Polak, unlike Marincin and Marchenko, is a completely predictable player.  Surprise-free.  And for the Leafs facing a team who wants their home-ice advantage back, who will get it in whatever way they have to, his heavy game might well be missed as well as his fully predictable play.

Polak’s playoff Expected Goals For percentage at five-on-five is 54.  That’s third highest for defenders, and seventh on the team right now.  And yes, that is the Jake Gardiner effect.  Somewhat.  But his regular season number was over 50 percent on a team that struggled to keep above 50-50.  His shots against numbers in the playoffs and in the regular season are not good, but hidden in all those shots is an effective quality of play that leads to good things happening.  In a completely predictable way.

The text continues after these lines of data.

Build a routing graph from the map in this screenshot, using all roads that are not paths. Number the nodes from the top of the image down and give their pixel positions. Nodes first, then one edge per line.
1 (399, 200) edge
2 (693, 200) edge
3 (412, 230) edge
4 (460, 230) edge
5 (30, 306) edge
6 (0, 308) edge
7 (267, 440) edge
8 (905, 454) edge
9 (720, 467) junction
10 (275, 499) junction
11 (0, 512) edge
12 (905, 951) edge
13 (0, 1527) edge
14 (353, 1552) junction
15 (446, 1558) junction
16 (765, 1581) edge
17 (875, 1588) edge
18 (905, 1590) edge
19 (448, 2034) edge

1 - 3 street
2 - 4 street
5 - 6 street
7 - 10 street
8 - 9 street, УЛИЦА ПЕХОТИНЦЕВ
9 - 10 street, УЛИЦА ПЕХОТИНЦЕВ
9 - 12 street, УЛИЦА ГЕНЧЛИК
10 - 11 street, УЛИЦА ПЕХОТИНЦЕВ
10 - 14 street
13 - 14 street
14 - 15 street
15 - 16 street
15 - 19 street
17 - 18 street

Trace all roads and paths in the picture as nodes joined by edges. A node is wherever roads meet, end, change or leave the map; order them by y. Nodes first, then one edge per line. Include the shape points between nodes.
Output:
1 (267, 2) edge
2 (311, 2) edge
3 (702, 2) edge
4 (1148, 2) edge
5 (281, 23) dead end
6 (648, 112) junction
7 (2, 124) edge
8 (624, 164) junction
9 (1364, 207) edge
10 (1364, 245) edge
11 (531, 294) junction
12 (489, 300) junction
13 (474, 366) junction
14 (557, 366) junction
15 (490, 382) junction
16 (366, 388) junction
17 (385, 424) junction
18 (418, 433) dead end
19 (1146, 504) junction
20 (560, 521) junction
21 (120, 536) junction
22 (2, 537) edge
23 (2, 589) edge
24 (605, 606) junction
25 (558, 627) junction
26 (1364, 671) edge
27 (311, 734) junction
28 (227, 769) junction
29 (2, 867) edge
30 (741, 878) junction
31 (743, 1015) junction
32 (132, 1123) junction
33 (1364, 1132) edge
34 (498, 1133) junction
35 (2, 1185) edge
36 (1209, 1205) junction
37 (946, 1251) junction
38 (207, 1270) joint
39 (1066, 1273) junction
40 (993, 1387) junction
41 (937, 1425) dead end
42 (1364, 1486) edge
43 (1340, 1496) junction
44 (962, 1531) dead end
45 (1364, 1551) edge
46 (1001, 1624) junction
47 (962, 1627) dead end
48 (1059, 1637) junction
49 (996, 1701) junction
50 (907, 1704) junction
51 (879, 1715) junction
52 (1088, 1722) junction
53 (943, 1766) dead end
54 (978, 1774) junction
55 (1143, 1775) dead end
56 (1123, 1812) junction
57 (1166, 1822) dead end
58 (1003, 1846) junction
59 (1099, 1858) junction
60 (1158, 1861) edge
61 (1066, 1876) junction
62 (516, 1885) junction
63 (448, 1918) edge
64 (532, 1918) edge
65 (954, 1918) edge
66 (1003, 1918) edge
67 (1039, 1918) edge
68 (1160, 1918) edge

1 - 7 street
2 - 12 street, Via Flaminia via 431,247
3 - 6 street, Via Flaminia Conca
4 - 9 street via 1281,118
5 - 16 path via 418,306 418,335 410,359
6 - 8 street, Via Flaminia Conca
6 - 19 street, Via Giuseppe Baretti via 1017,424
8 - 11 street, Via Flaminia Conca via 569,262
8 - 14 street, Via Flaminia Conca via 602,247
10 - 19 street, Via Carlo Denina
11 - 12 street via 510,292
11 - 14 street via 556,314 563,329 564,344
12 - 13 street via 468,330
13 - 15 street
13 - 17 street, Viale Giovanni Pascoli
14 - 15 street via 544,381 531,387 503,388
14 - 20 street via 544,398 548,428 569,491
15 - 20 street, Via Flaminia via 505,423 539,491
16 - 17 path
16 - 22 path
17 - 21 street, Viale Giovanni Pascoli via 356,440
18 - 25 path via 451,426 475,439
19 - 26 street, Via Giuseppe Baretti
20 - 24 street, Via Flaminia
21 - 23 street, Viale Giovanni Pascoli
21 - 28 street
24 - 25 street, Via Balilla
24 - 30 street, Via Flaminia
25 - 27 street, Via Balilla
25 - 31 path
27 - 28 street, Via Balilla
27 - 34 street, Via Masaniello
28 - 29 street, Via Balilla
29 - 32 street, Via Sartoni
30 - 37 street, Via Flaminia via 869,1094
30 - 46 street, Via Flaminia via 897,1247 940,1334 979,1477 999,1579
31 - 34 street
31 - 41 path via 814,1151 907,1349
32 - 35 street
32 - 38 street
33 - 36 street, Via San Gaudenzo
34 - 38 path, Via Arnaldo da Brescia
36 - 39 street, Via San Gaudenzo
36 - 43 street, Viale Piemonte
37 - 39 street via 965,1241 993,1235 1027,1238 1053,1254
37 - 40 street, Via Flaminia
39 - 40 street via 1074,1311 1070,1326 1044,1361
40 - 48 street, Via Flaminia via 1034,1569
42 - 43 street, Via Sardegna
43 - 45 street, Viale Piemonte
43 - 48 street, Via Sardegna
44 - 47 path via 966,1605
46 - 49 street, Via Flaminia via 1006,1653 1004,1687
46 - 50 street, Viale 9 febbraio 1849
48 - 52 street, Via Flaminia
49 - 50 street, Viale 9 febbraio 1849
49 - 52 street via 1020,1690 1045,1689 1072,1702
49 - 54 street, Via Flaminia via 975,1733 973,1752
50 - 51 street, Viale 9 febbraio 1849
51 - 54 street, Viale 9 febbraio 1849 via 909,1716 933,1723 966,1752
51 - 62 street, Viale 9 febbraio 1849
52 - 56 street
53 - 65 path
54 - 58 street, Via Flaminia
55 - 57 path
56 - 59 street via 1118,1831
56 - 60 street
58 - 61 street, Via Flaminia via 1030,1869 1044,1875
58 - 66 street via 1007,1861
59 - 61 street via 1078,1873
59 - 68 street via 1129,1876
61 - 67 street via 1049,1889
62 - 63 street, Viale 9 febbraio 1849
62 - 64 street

If Nikita Zaitsev is back and in good shape to play, we may never notice the difference with Connor Carrick moving onto the third pair.

But Roman Polak dedicated himself to the Leafs this year, and gave them all he had in every game.  I said once that if Polak failed at something on the ice, it was because he could not succeed, never that he didn’t try.  And that’s dedication to the game.

Polak’s dedication is a way of life that Babcock wanted personified on the team, on the ice, all the time.  He likes that so much, it won’t be a big surprise if we’re writing another story this summer about Polak and a contract extension.

We will find out the fan opinion of him then, but for now, I’m sorry he’s missing the rest of the playoffs.